In the bustling city of Toronto, where the skyline is constantly reshaped by new developments, the concept of housing affordability has long been a topic of keen interest and debate. Recent reports suggest that housing affordability has improved in 80% of markets across Canada, but what does this really mean for potential homebuyers in Toronto?

Toronto's Market at a Glance
As of mid-2024, various sources, including the National Bank of Canada's latest quarterly snapshot, indicate a slight improvement in affordability. For example, seasonally adjusted home prices have seen a modest increase of 0.4% from the previous quarter. More notably, the benchmark mortgage rate for a five-year term fell by 11 basis points, and median household income rose by 1.2%, all contributing to a more accessible market.
In the Greater Toronto Area, these changes have positioned the city just behind Hamilton in terms of improved affordability. Yet, despite these positive statistics, many residents still feel the pinch when it comes to purchasing a home.
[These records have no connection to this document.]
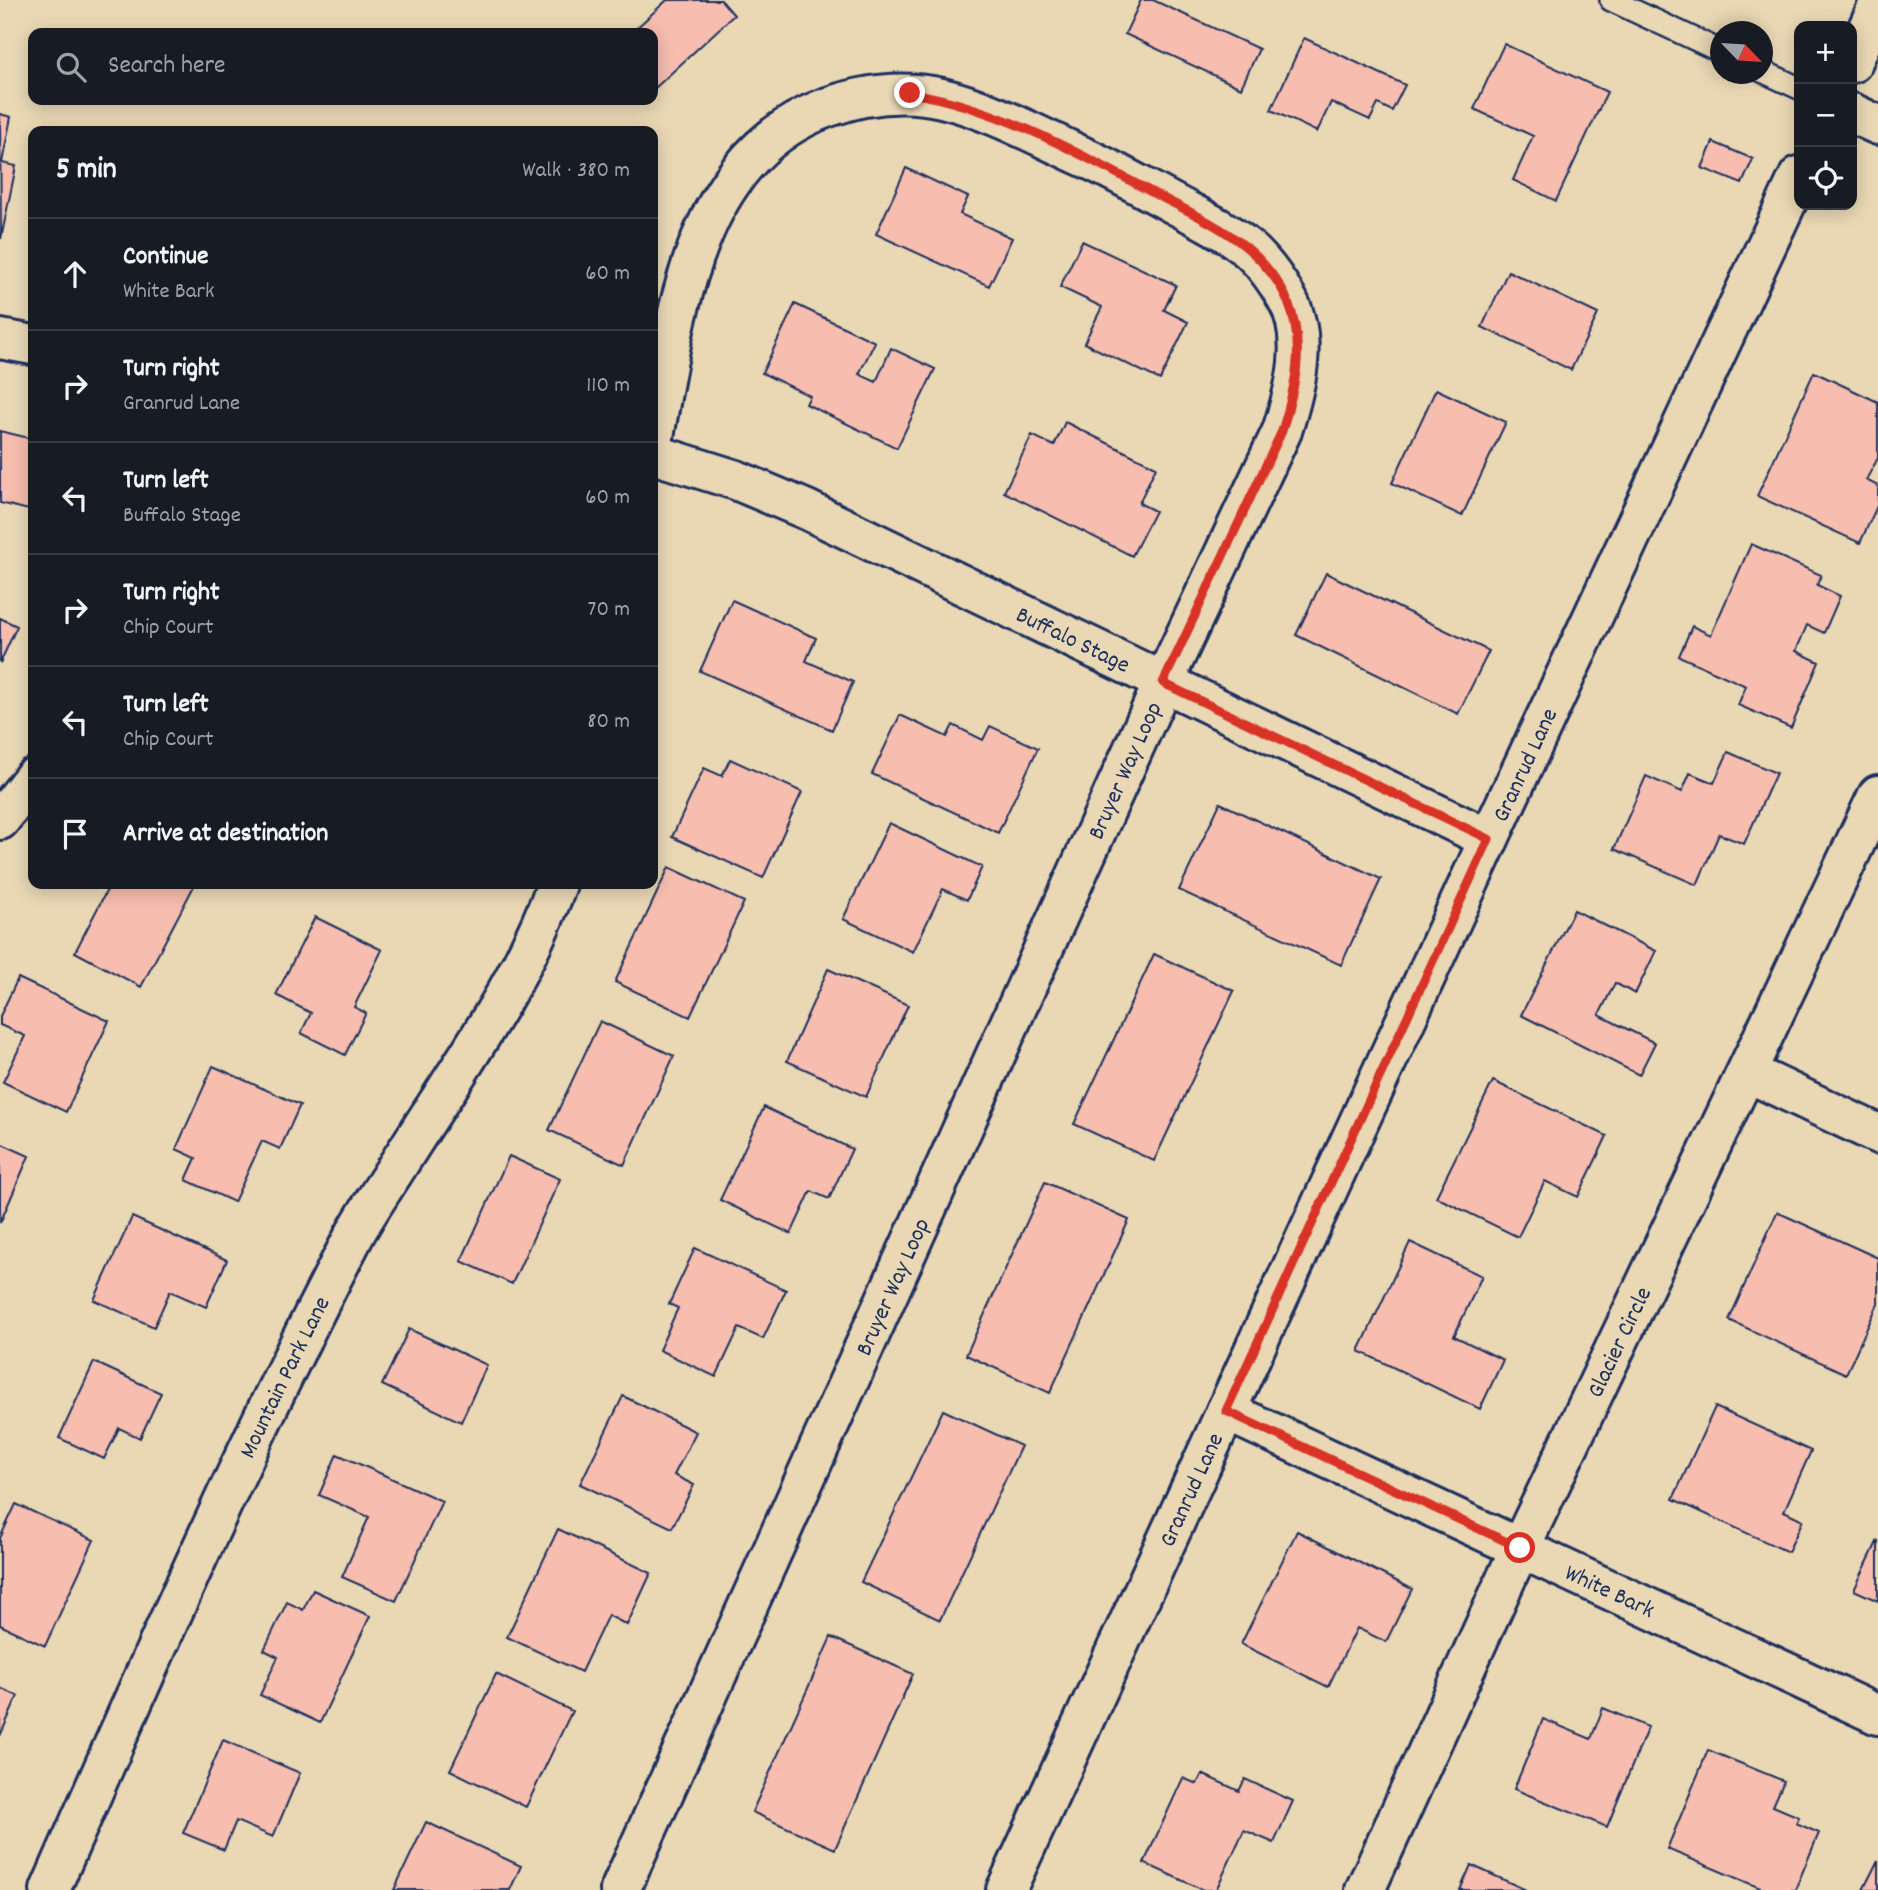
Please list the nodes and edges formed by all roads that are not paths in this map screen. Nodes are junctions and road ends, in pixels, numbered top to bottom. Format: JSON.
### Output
{"nodes":[{"id":1,"x":1611,"y":0,"type":"edge"},
{"id":2,"x":1878,"y":6,"type":"edge"},
{"id":3,"x":1710,"y":46,"type":"edge"},
{"id":4,"x":1857,"y":52,"type":"edge"},
{"id":5,"x":1773,"y":76,"type":"edge"},
{"id":6,"x":1794,"y":86,"type":"edge"},
{"id":7,"x":1857,"y":115,"type":"edge"},
{"id":8,"x":1878,"y":125,"type":"edge"},
{"id":9,"x":1794,"y":187,"type":"edge"},
{"id":10,"x":0,"y":339,"type":"edge"},
{"id":11,"x":28,"y":344,"type":"edge"},
{"id":12,"x":658,"y":415,"type":"edge"},
{"id":13,"x":658,"y":456,"type":"edge"},
{"id":14,"x":1163,"y":683,"type":"junction"},
{"id":15,"x":28,"y":784,"type":"edge"},
{"id":16,"x":1878,"y":795,"type":"edge"},
{"id":17,"x":0,"y":820,"type":"edge"},
{"id":18,"x":1489,"y":839,"type":"junction"},
{"id":19,"x":555,"y":889,"type":"edge"},
{"id":20,"x":1747,"y":1072,"type":"junction"},
{"id":21,"x":1878,"y":1134,"type":"edge"},
{"id":22,"x":1226,"y":1411,"type":"junction"},
{"id":23,"x":1520,"y":1548,"type":"junction"},
{"id":24,"x":1878,"y":1715,"type":"edge"},
{"id":25,"x":50,"y":1890,"type":"edge"},
{"id":26,"x":620,"y":1890,"type":"edge"},
{"id":27,"x":1006,"y":1890,"type":"edge"},
{"id":28,"x":1364,"y":1890,"type":"edge"}],
"edges":[{"from":1,"to":3,"type":"lane"},
{"from":2,"to":4,"type":"street"},
{"from":5,"to":6,"type":"lane"},
{"from":7,"to":8,"type":"street"},
{"from":9,"to":18,"type":"street","name":"Granrud Lane"},
{"from":10,"to":11,"type":"street"},
{"from":12,"to":14,"type":"street","name":"Bruyer Way Loop"},
{"from":13,"to":14,"type":"street","name":"Buffalo Stage"},
{"from":14,"to":18,"type":"street","name":"Buffalo Stage"},
{"from":14,"to":26,"type":"street","name":"Bruyer Way Loop"},
{"from":15,"to":17,"type":"street"},
{"from":16,"to":20,"type":"street","name":"Glacier Circle"},
{"from":18,"to":22,"type":"street","name":"Granrud Lane"},
{"from":19,"to":25,"type":"street","name":"Mountain Park Lane"},
{"from":20,"to":21,"type":"street"},
{"from":20,"to":23,"type":"street","name":"Glacier Circle"},
{"from":22,"to":23,"type":"street","name":"White Bark"},
{"from":22,"to":27,"type":"street","name":"Granrud Lane"},
{"from":23,"to":24,"type":"street","name":"White Bark"},
{"from":23,"to":28,"type":"street","name":"Glacier Circle"}]}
The Reality Behind the Numbers
Housing affordability calculators, while useful, can sometimes paint an overly optimistic picture. These tools often take the average price of a single-family home—currently about $1.2 million in Toronto—and factor in the required income, mortgage costs, and down payment. However, in the most desirable neighborhoods, this average price may only fetch a townhouse or a semi-detached home, not the detached properties many aspire to own.

For condos, the average price is reported at around $702,000, with a corresponding household income requirement of $168,000 annually. While this may seem daunting, it's worth noting that there are options available for significantly less, especially for first-time buyers targeting one-bedroom units.

Affordability vs. Actual Affordability
One critical aspect to understand about these calculators is their methodology. The benchmark mortgage rate typically assumes a 25-year amortization period at a five-year fixed rate, and the income calculations presume that a household can devote 32% of its pre-tax income to mortgage payments. These figures do not necessarily align with everyone's reality, particularly single-income households or those without a significant down payment saved up.

Looking Forward
As we approach the fall of 2024, the Toronto real estate market is likely to continue its trend of gradual improvement in terms of affordability. However, any upcoming changes in interest rates or economic conditions could potentially alter this trajectory.
It's important for potential buyers and current homeowners to keep a close eye on these developments. Understanding the underlying factors that influence these affordability metrics can provide a clearer picture of what to expect and how best to plan for future real estate investments or purchases.